Exercise ::
Every record must be transcribed in its entirety, apart from the images, which are to be omitted.

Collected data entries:
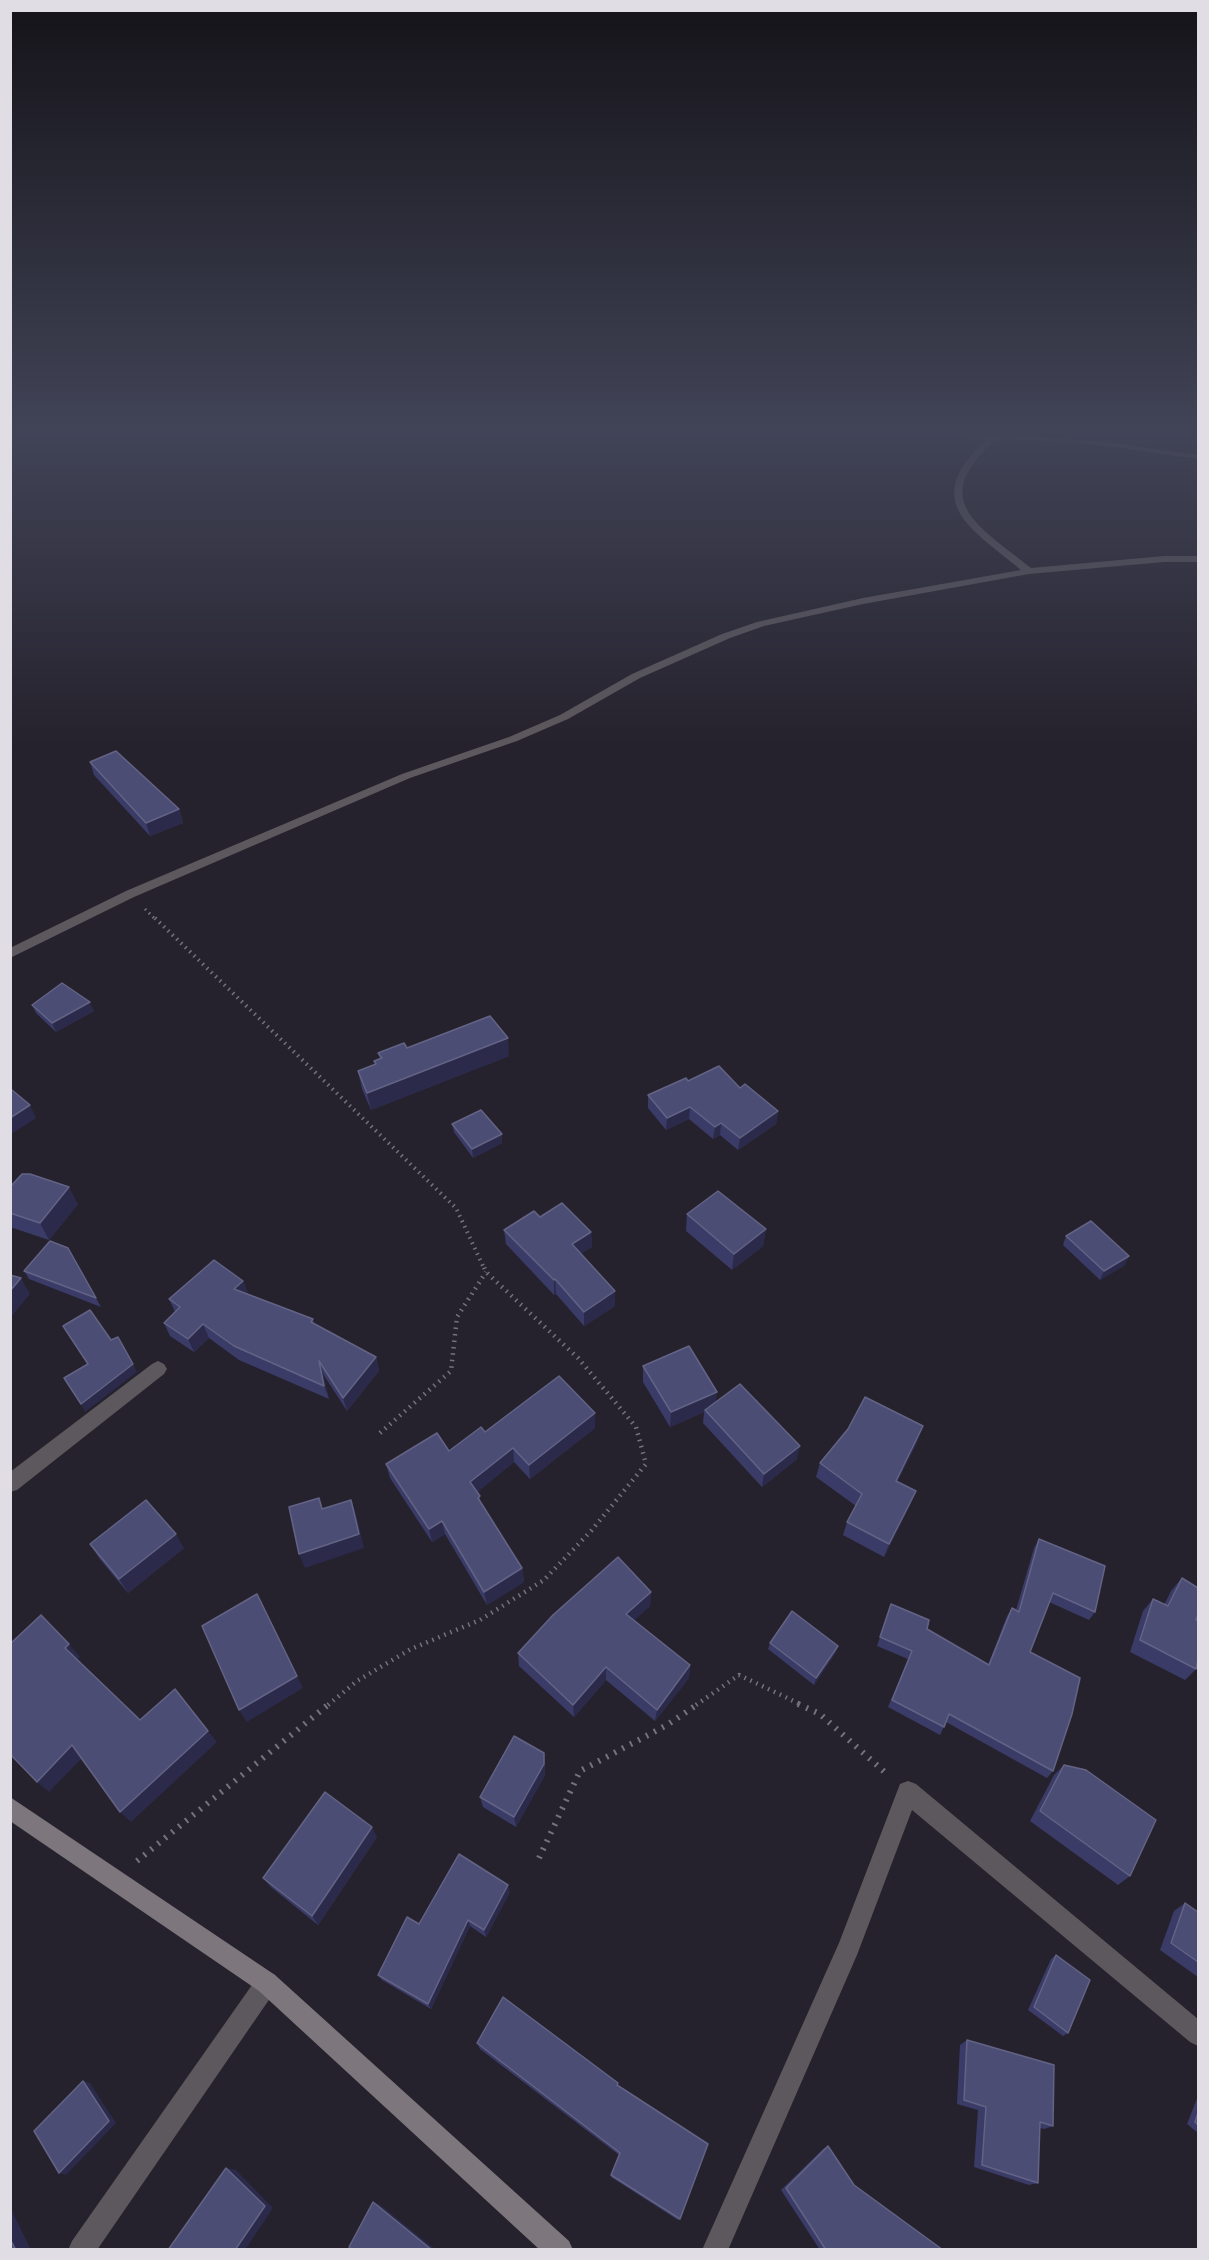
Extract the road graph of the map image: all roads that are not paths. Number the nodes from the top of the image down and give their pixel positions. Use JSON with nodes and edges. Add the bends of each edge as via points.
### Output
{"nodes":[{"id":1,"x":986,"y":534,"type":"edge"},
{"id":2,"x":1198,"y":559,"type":"edge"},
{"id":3,"x":1029,"y":571,"type":"junction"},
{"id":4,"x":10,"y":954,"type":"edge"},
{"id":5,"x":158,"y":1370,"type":"dead end"},
{"id":6,"x":10,"y":1484,"type":"edge"},
{"id":7,"x":10,"y":1808,"type":"edge"},
{"id":8,"x":267,"y":1983,"type":"junction"},
{"id":9,"x":1198,"y":2034,"type":"edge"},
{"id":10,"x":81,"y":2250,"type":"edge"},
{"id":11,"x":560,"y":2250,"type":"edge"},
{"id":12,"x":715,"y":2250,"type":"edge"}],
"edges":[{"from":1,"to":3,"type":"street"},
{"from":2,"to":3,"type":"street"},
{"from":3,"to":4,"type":"street","via":[[862,601],[726,636],[636,676],[564,717],[406,776],[130,894]]},
{"from":5,"to":6,"type":"street"},
{"from":7,"to":8,"type":"street"},
{"from":8,"to":10,"type":"street"},
{"from":8,"to":11,"type":"street"},
{"from":9,"to":12,"type":"street","via":[[908,1792],[849,1947]]}]}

Solved exercise ::
Extract the road graph of the map image: all roads that are not paths. Number the nodes from the top of the image down and give their pixel positions. Use JSON with nodes and edges. Add the bends of each edge as via points.
### Output
{"nodes":[{"id":1,"x":986,"y":534,"type":"edge"},
{"id":2,"x":1198,"y":559,"type":"edge"},
{"id":3,"x":1029,"y":571,"type":"junction"},
{"id":4,"x":10,"y":954,"type":"edge"},
{"id":5,"x":158,"y":1370,"type":"dead end"},
{"id":6,"x":10,"y":1484,"type":"edge"},
{"id":7,"x":10,"y":1808,"type":"edge"},
{"id":8,"x":267,"y":1983,"type":"junction"},
{"id":9,"x":1198,"y":2034,"type":"edge"},
{"id":10,"x":81,"y":2250,"type":"edge"},
{"id":11,"x":560,"y":2250,"type":"edge"},
{"id":12,"x":715,"y":2250,"type":"edge"}],
"edges":[{"from":1,"to":3,"type":"street"},
{"from":2,"to":3,"type":"street"},
{"from":3,"to":4,"type":"street","via":[[862,601],[726,636],[636,676],[564,717],[406,776],[130,894]]},
{"from":5,"to":6,"type":"street"},
{"from":7,"to":8,"type":"street"},
{"from":8,"to":10,"type":"street"},
{"from":8,"to":11,"type":"street"},
{"from":9,"to":12,"type":"street","via":[[908,1792],[849,1947]]}]}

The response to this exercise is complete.